Александр Павленко помнит, что такое чемпионство «Спартака», и при этом до сих пор играет в премьер-лиге. В интервью «Матч ТВ» он вспоминает, как Невио Скала запретил в Тарасовке борщ, называет сумму премиальных за победу над ЦСКА и рассказывает, где познакомился с лидером группы «Сплин» Александром Васильевым.
– После двух лет в ФНЛ вы вернулись в премьер-лигу. Самая неожиданная встреча, которая случилась после этого?
– С Ромой Павлюченко. Он приехал в «Урал» на следующий день после меня. Помню, как шел по базе и увидел его: «О, Павлик! А ты как здесь оказался?» Сто лет с ним не виделись, но он, по-моему, вообще не изменился: все такой же позитивный, веселый и общительный.
– «Урал» – единственный клуб, где президент смотрит матчи не из вип-ложи, а со скамейки запасных. К этому быстро привыкаешь?
– Ну, телевизор-то у меня хорошо показывает, так что сюрпризом это не стало. Вообще, атмосфера здесь замечательная. Во время матча президент может подбодрить игроков, когда что-то не получается, но в то же время в раздевалке ничего не говорит – просто заходит перед выходом на поле, минут за пять.
– Как вообще появился вариант с «Уралом»?
– Был конец июня. Я находился в Киеве с семьей, тренировался самостоятельно, потому что понимал, что в «Шиннике» не останусь. И вот мне позвонили и сказали, что есть возможность приехать на просмотр. Я тут же купил билет и вылетел в Екатеринбург.
– Зачем устраивать просмотр для 31-летнего игрока, которого и так все знают?
– Чтобы в команде убедились, что ты жив-здоров, не хромаешь. А то как в «Нашей Раше» – подписали бы какого-нибудь Абелардо на одной ноге. Плюс во время тренировки видно, в каком функциональном состоянии ты сейчас находишься, как обращаешься с мячом. И все остальные нюансы. Но тренерский штаб и президент меня действительно знали, так что важно было просто приехать и показаться.

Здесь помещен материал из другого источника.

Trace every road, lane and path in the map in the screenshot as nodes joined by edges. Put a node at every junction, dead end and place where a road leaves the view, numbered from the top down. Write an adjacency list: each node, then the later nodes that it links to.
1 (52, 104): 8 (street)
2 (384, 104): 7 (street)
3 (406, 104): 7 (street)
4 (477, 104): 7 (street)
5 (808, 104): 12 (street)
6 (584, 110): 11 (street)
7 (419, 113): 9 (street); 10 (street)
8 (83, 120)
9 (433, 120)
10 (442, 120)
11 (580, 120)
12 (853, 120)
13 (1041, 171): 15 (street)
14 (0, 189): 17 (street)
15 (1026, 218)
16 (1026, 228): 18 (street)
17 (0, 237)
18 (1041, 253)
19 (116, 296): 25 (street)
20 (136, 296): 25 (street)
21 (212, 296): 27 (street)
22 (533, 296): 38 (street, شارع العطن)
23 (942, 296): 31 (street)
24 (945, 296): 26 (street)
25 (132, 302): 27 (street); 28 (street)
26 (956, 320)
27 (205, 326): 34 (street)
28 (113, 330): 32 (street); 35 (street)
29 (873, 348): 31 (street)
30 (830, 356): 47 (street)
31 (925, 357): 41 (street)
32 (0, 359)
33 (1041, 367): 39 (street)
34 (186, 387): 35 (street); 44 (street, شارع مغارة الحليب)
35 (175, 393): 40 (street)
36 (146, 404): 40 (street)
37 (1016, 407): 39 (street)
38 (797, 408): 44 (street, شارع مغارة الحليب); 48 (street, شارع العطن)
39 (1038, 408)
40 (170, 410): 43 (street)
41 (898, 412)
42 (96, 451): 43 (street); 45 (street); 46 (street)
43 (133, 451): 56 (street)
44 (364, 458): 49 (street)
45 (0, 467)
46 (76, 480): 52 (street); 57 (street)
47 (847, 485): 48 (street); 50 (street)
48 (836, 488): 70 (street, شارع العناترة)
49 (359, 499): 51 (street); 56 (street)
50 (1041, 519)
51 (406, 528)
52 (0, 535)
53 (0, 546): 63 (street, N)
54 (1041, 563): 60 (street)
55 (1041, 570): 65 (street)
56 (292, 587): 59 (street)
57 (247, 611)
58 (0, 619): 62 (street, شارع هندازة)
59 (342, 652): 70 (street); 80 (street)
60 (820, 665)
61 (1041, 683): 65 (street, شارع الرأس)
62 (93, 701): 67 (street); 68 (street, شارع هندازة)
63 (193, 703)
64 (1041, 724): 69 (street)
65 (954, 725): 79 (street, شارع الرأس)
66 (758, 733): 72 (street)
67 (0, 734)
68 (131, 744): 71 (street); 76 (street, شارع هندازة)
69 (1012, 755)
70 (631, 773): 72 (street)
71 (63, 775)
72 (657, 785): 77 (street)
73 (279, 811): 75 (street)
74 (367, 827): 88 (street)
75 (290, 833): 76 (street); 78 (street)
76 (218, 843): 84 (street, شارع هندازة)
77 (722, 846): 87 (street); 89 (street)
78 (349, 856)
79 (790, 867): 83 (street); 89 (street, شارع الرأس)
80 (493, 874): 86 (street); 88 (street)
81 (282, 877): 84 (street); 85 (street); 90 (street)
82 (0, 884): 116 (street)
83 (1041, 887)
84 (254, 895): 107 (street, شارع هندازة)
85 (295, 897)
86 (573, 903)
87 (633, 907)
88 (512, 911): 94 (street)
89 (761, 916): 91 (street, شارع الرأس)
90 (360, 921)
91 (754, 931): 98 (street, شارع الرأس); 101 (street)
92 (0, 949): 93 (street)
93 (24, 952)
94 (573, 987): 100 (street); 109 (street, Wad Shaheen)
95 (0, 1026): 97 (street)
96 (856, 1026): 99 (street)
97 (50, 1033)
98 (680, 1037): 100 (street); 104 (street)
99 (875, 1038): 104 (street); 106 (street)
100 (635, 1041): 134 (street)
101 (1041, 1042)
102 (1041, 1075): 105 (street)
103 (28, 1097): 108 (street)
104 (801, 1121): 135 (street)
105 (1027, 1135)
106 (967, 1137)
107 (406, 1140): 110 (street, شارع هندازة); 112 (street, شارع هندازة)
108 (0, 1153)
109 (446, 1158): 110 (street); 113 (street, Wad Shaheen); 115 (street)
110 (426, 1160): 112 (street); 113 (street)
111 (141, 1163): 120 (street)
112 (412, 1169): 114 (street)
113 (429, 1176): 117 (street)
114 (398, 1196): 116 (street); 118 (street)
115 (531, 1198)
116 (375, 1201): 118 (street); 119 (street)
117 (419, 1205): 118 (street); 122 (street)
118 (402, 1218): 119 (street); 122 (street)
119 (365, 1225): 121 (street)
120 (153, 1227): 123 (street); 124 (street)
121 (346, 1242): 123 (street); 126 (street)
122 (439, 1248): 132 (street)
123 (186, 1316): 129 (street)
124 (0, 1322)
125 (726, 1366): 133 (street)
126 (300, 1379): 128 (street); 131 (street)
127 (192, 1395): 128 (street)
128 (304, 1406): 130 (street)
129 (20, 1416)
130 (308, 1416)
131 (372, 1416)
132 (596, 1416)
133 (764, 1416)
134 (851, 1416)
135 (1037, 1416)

– Вы – последний игрок чемпионского «Спартака», который еще не завершил карьеру. Помните первую тренировку?
– Я прилетел из «Лозанны» и должен был ехать домой, но меня вызвали на тренировку. Приезжаю в Тарасовку, заселяюсь в главный корпус и иду на поле. Первое время работал не с основным составом, а с дублем, который тогда тренировал Сергей Родионов. Там еще Паша Погребняк играл, его я хорошо помню. Тренировки у основы с дублем были похожие: те же квадраты, удары, все то же самое – игровая философия у Родионова с Романцевым была одинаковая.
Дней через пять меня впервые позвали на тренировку к основе. Мне было 16 лет, и единственное, что от меня требовалось – это отобрать мяч и отдать своему. Старшие первое время не издевались, разве что между ног могли проверить во время квадрата. Но молча! Шутки начались, когда уже адаптировался в команде. Вася Баранов на тренировках постоянно надо мной смеялся: «Ну куда ты бьешь! Быстрее мяч отдавай!»
Кстати, дебютировал я ровно 15 лет назад. Была игра за дубль, а на следующий день я попал в заявку на игру. Помню, как разминался за воротами, а потом смотрю – меня зовут для замены! Задача была той же: отнять мяч, отдать своему. Но все 20 минут, на которые меня выпустили, я носился как электровеник. После матча ко мне подошел Вячеслав Грозный и сказал, что теперь я всегда тренируюсь с основным составом.
– С кем жили в Тарасовке?
– С Барановым. Он сначала так посмотрел на меня: «Елки-палки, куда его, молодого, привели?» А потом ничего, подружились, фильмы даже смотрели вместе. На базу Вася любил приезжать пораньше и постоянно меня будил: «Чего спишь! Подъем!» Но никакой дедовщины не было. Однажды Баранов попросил собрать бутылки из-под пива, которые валялись под кроватью, но это была обычная просьба – я взял сумку и сходил их выкинул.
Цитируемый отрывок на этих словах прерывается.